Unbiased buy to let and property investment coaching, mentoring, advice, seminars, consultancy and comments for landlords, property investors and companies from the UK's top selling property author, freelance property journalist and writer.

Who wins and who loses from capital gains tax changes?

At a recent speaking engagement to a professional group of property investors I was asked who wins and who loses from Capital Gains tax Changes?
Well, let’s see.
Currently CGT for most investors is levied at 100% of any net gain they make after deducting buying and selling costs after deducting their £9,200 allowance if they sell within 3 years.
The charged rate is then 40% if they are higher rate taxpayers and 20% if basic rate taxpayers. However, something called Non Business Asset Taper Relief then came into play which means that after the first three years of owning a buy to let you get to effectively knock off 5% of any net gain.
This then “tapers down” by further lumps of 5% each year, up to the 10th year of ownership so that by year 10, a maximum 40% taper is applied.
So, when you get to the maximum taper relief available of 40%, this means you would only be taxed at 60% of the capital gain.

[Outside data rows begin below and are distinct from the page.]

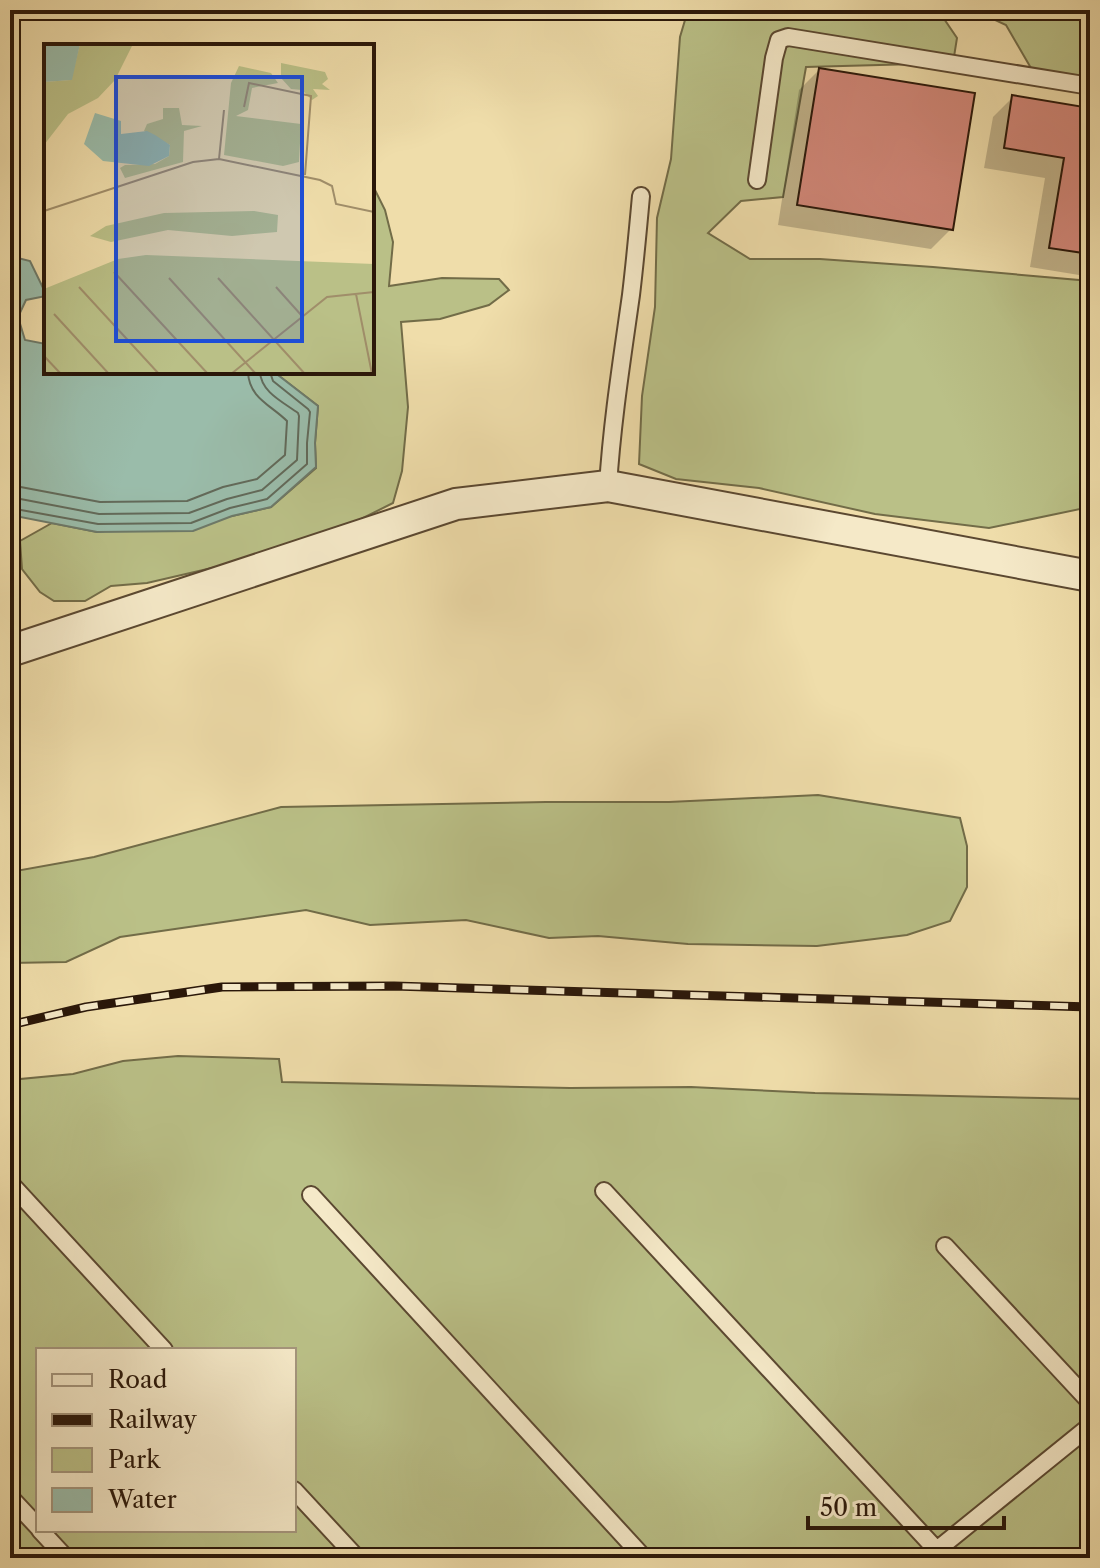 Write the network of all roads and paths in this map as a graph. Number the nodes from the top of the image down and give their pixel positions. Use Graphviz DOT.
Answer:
graph roads {
  1 [pos="1090,86"];
  2 [pos="757,180"];
  3 [pos="641,196"];
  4 [pos="608,486"];
  5 [pos="1090,576"];
  6 [pos="10,651"];
  7 [pos="10,1183"];
  8 [pos="604,1191"];
  9 [pos="311,1195"];
  10 [pos="945,1246"];
  11 [pos="162,1348"];
  12 [pos="1090,1402"];
  13 [pos="1090,1426"];
  14 [pos="296,1492"];
  15 [pos="10,1497"];
  16 [pos="36,1526"];
  17 [pos="42,1532"];
  18 [pos="936,1555"];
  19 [pos="66,1558"];
  20 [pos="357,1558"];
  21 [pos="644,1558"];
  1 -- 2 [label="lane"];
  3 -- 4 [label="lane"];
  4 -- 5 [label="street"];
  4 -- 6 [label="street"];
  7 -- 11 [label="lane"];
  8 -- 18 [label="lane"];
  9 -- 21 [label="lane"];
  10 -- 12 [label="lane"];
  13 -- 18 [label="lane"];
  14 -- 20 [label="lane"];
  15 -- 16 [label="lane"];
  17 -- 19 [label="lane"];
}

If you are a higher rate taxpayer and pay 40% capital gains tax rate, the “effective” rate of tax you would pay on the gain after 10 years would be 60% X 40% = 24%.
If you are lower rate taxpayer you pay 60% x 20% = 12%
(To complicate matters, you should note also, that if you owned the property before 1998, for any period up to march 1998, you benefit from another sliding scale called “indexation allowance” which reduces the taxable gain by the rate of inflation up to 1998 but let’s not go there!)
Now to the easy bit!
With Darling’s changes, (which take effect for asset sales after 5th April 2008) both these sliding scale CGT rates are to be abolished and replaced with a single CGT rate of 18% no matter how long you owned the property.
So, if you are an investor and pay tax at the higher rate of 40%, you are a clear winner as 18% is always less than the best rate you could have got under the old regime (i.e. where the property was held for 10 years or more) of 24%.
The biggest gainers of all are higher rate taxpayers who have held property for less than 3 years whose “effective” CGT rate will drop from 40% to 18%.
Even if you are a basic rate taxpayer, any significant gains you make could push you into the top rate of tax, thus meaning that the new regime may be better for you too.
If, however, you are a lower rate taxpayer and your gains would not push you into the 40% tax bracket, then you would be worse off under the new system only if you have held the property for more than 4 years. If you are one of these and you are thinking of selling, then do so now as you will pay more after April.
Second home owners – most of whom are higher rate taxpayers - are also big winners of course - and this change could make prices of properties in coastal and rural areas, particularly go up further.
Since most UK buy to let investors and second home owners are higher rate taxpayers, there will be a lot of people waiting until April before they complete on second property sales.
Of course, in general this change will make buy to let and second home owning more attractive still - and attract entrants into the market, thus possibly buoying up the housing market at a time when it looks shaky.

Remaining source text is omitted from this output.